Jedno badanie dotyczy kilku poronień ze zwiększonym ryzykiem zawału serca

Poronienie lub naturalna aborcja są definiowane jako utrata ciąży trwającej mniej niż 20 tygodni ciąży z przyczyn, które nie zostały celowo sprowokowane. Jeśli spontaniczne aborcje powtarzają się u kobiet, mogą być wskaźnikiem słabego zdrowia sercowo-naczyniowego.

Według najnowszych badań okoliczność ta pomnaża przez pięć szanse na zawał mięśnia sercowego, w przypadku więcej niż trzech naturalnych aborcji. Dane pokazują, że chociaż w mniejszym stopniu, urodzenie martwego dziecka może zwiększyć szanse na cierpienie z powodu choroby wieńcowej przez całe życie.

Autorzy pod przewodnictwem Elhama Kharazmiego z Niemieckiego Centrum Badań nad Rakiem w Heidelbergu (Niemcy) zwracają uwagę, że oba problemy są swoistymi predyktorami zawału mięśnia sercowego, dlatego należy je traktować jako znaczące wskaźniki do przeprowadzenia środki zapobiegawcze.

Dane z badań

Zespół ten monitorował ponad 11 500 kobiet przez około dziesięć lat, które wcześniej uczestniczyły w pełnym europejskim badaniu wpływu diety i stylu życia na rozwój chorób, głównie raka.

Za pomocą kilku kwestionariuszy naukowcy przeanalizowali między innymi, czy uczestnicy przeszli aborcję, czy urodzili martwe dziecko, czy też dobrowolnie przerwali ciążę. Ponadto, korzystając z danych medycznych, sprawdzili również, czy nie wystąpiły u nich jakiekolwiek problemy sercowo-naczyniowe podczas obserwacji.

Z 2846 kobiet, które doświadczyły spontanicznych aborcji (24%), ogółem 69 cierpiało na tę okoliczność wielokrotnie. Kolejne 18% próby zostało celowo przerwane, a 2% urodziło martwe dziecko.

Ponad trzy poronienia

W ciągu 10 lat pod nadzorem 82 kobiety doznały zawału serca, a 112 doznało udaru mózgu. Przekraczając dostępne dane, naukowcy to zweryfikowali historia nawracających aborcji (więcej niż trzy) wiązała się ze znacznie wyższym ryzykiem zawału mięśnia sercowego.

Zgodnie z ich wynikami, utrata dziecka zwiększyła również ryzyko wystąpienia problemów z sercem, choć w mniejszym stopniu. Natomiast żaden z tych problemów nie wiązał się z większą szansą na udar.
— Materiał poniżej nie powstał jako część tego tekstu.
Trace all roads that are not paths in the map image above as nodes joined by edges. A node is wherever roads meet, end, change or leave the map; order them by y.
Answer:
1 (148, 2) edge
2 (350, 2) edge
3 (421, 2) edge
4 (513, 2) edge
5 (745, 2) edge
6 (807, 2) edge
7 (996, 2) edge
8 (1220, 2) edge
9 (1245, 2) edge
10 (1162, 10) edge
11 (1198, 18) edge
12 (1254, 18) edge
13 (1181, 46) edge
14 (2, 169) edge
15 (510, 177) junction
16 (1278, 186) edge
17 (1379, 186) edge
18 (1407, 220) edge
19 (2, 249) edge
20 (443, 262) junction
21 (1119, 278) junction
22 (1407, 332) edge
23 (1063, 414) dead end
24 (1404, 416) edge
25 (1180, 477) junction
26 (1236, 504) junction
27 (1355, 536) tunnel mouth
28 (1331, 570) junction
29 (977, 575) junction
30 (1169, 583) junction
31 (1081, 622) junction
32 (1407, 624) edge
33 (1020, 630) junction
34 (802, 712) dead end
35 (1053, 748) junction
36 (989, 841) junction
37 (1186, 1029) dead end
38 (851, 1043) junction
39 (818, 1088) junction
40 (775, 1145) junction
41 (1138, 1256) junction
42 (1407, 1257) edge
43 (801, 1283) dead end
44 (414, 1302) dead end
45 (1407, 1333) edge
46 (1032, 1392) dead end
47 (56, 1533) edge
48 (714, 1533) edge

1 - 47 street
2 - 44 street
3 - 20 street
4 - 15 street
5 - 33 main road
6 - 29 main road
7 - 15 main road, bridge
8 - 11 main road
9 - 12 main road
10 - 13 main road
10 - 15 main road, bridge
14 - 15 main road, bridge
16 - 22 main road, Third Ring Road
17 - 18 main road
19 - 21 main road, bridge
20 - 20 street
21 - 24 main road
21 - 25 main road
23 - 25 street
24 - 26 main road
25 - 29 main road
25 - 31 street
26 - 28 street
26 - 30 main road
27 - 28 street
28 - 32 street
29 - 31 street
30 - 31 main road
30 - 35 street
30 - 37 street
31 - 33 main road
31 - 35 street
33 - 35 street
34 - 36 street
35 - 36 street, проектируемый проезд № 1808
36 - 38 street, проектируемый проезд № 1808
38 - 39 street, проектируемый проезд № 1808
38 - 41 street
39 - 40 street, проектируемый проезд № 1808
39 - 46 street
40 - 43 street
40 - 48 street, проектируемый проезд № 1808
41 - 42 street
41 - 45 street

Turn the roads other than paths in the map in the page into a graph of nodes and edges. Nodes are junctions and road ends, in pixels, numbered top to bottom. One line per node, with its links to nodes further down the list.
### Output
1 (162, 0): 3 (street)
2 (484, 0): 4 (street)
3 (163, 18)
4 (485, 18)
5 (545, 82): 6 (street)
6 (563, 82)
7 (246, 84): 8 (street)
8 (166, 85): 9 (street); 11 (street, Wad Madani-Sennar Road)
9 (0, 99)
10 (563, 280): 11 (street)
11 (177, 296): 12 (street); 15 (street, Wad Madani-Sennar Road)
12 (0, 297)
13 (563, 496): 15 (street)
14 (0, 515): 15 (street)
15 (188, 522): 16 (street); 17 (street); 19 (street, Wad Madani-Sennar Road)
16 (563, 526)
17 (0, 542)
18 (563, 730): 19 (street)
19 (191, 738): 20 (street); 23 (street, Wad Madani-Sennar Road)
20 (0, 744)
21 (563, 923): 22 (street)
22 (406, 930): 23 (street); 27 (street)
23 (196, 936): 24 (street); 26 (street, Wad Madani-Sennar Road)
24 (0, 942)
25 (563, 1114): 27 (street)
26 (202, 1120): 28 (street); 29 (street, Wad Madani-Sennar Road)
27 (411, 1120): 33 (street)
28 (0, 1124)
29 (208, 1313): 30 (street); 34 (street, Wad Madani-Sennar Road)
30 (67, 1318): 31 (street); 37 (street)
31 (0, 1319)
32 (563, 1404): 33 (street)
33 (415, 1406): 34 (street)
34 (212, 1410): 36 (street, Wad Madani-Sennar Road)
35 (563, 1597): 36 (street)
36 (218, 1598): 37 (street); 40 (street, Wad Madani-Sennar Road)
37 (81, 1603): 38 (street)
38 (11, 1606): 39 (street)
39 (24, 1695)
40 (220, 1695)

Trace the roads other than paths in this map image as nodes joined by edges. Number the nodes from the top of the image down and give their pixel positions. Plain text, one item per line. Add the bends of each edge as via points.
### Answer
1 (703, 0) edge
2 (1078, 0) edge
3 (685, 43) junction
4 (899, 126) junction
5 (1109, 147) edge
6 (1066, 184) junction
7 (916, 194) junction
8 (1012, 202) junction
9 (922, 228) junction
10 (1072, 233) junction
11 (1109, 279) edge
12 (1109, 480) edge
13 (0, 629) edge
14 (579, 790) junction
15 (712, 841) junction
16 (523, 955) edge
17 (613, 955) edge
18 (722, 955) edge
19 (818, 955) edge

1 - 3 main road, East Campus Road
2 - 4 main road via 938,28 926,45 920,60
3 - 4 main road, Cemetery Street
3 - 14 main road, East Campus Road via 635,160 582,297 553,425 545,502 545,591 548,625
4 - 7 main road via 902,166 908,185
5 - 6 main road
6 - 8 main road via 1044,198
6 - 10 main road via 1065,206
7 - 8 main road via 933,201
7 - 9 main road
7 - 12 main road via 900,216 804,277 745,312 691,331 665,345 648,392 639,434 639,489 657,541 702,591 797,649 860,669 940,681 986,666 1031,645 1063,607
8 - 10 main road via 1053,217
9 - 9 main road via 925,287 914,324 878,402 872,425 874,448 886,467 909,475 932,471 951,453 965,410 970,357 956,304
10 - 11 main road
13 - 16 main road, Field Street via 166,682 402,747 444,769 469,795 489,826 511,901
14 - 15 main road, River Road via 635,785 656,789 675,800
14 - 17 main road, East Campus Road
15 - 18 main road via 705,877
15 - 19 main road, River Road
Z drugiej strony dobrowolne przerwanie ciąży nie wiązało się z żadnym zwiększonym ryzykiem sercowo-naczyniowym.

Badanie nosi tytuł „Utrata ciąży i ryzyko chorób sercowo-naczyniowych: prospektywne populacyjne badanie kohortowe” i zostało opublikowane w czasopiśmie dotyczącym zdrowia sercowo-naczyniowego „Heart”.

Jak to często bywa, mamy wątpliwości, dlaczego to skojarzenie jest należne, dlatego będziemy musieli poczekać na nowe badania w tym temacie.

Dopóki nie zostaną określone czynniki leżące u podstaw tej relacji, pozostaje nam fakt wykonanie więcej niż trzech spontanicznych aborcji wiąże się ze zwiększonym ryzykiem sercowo-naczyniowym i być może należy podjąć działania przeglądowe lub prognostyczne u tych kobiet, które oprócz przejścia w takim transie, mogłyby zagrażać ich zdrowiu w tym względzie.